3. Patients and their carers should be present, powerful and involved at all levels of healthcare organisations from wards to the boards of Trusts.
4. Government, Health Education England and NHS England should assure that sufficient staff are available to meet the NHS’s needs now and in the future. Healthcare organisations should ensure that staff are present in appropriate numbers to provide safe care at all times and are well-supported.
5. Mastery of quality and patient safety sciences and practices should be part of initial preparation and lifelong education of all health care professionals, including managers and executives.
6. The NHS should become a learning organisation. Its leaders should create and support the capability for learning, and therefore change, at scale, within the NHS.
7. Transparency should be complete, timely and unequivocal. All data on quality and safety, whether assembled by government, organisations, or professional societies, should be shared in a timely fashion with all parties who want it, including, in accessible form, with the public.
8. All organisations should seek out the patient and carer voice as an essential asset in monitoring the safety and quality of care.
9. Supervisory and regulatory systems should be simple and clear. They should avoid diffusion of responsibility. They should be respectful of the goodwill and sound intention of the vast majority of staff. All incentives should point in the same direction.

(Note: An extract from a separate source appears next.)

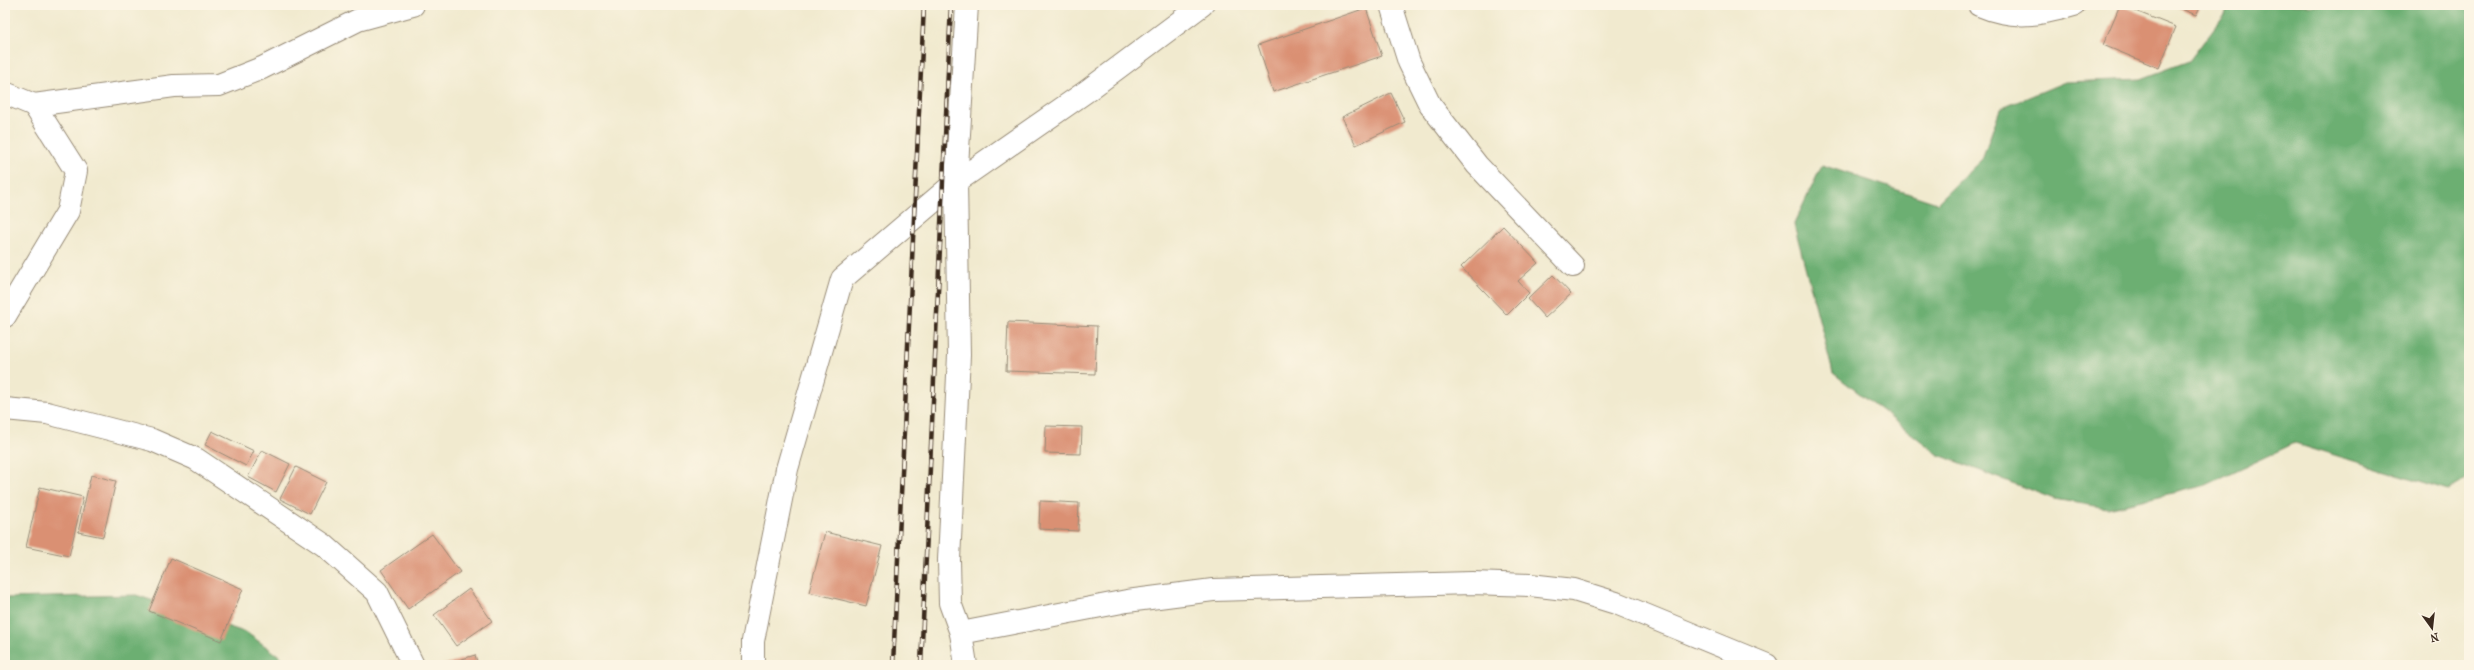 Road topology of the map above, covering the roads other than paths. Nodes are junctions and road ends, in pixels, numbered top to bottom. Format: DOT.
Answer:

10. We support responsive regulation of organisations, with a hierarchy of responses. Recourse to criminal sanctions should be extremely rare, and should function primarily as a deterrent to willful or reckless neglect or mistreatment.
4 comments:
Right on! We have been seeing these sorts of consultancy and recommendations at various institutions for a while now. Only few follow through with them. At times I am tempted to think that healthcare leaders at several of these institutions only want to fantasize over their patient outcomes, or simply want to put on facades regarding their commitment to improving outcomes. Of course I realize it takes planning, however, dragging our feet at instating the necessary changes only puts more patients at risk.
I am struck by the repeated emphasis on fear, which of course infuses our health care 'system' in the U.S. too. It seems this is a cultural component difficult to eradicate. One must carefully distinguish between responsibility for (accountability), and blame leading to fear. This fine distinction is often lost on those in medicine. It's like having been brought up by an abusive parent; the abuse persists for generations.
nonlocal MD
Paul,
You bring out a great topic that really needs attention especially in the US. I strongly agree with the previous two comments. As an aspiring MBA, who is married to a doctor, I get to see it from both sides. While I notice the wasteful spending in the name of patient care, I also get to see the insider view on the fear of being blamed for under treatment. While a large number of consultants keep repeating the same recommendations, what most people fail to understand is that we lack political will and a strong leadership to implement these changes.Circling back to Beth Israel, Hunter report came out with recommendations but transformation would not have been possible without leadership taking charge of the situation. Recommendations are easy to give but difficult to implement. At a national level, it becomes exponentially difficult and requires more time. It is high time that we start on these transformations, if we want to see these changes happen before we leave this planet. I am curious to know what your thought is about these recommendations.
On a side note, we had a fantastic discussion on Beth Israel Case past weekend with 44 minds speaking for and against it. It is amazing to see how different people interpret the same information in so many different ways. May I ask you three questions about this case that came up during the discussion?
Dhaval Shah
Of course. Post here with your email, and I will write back.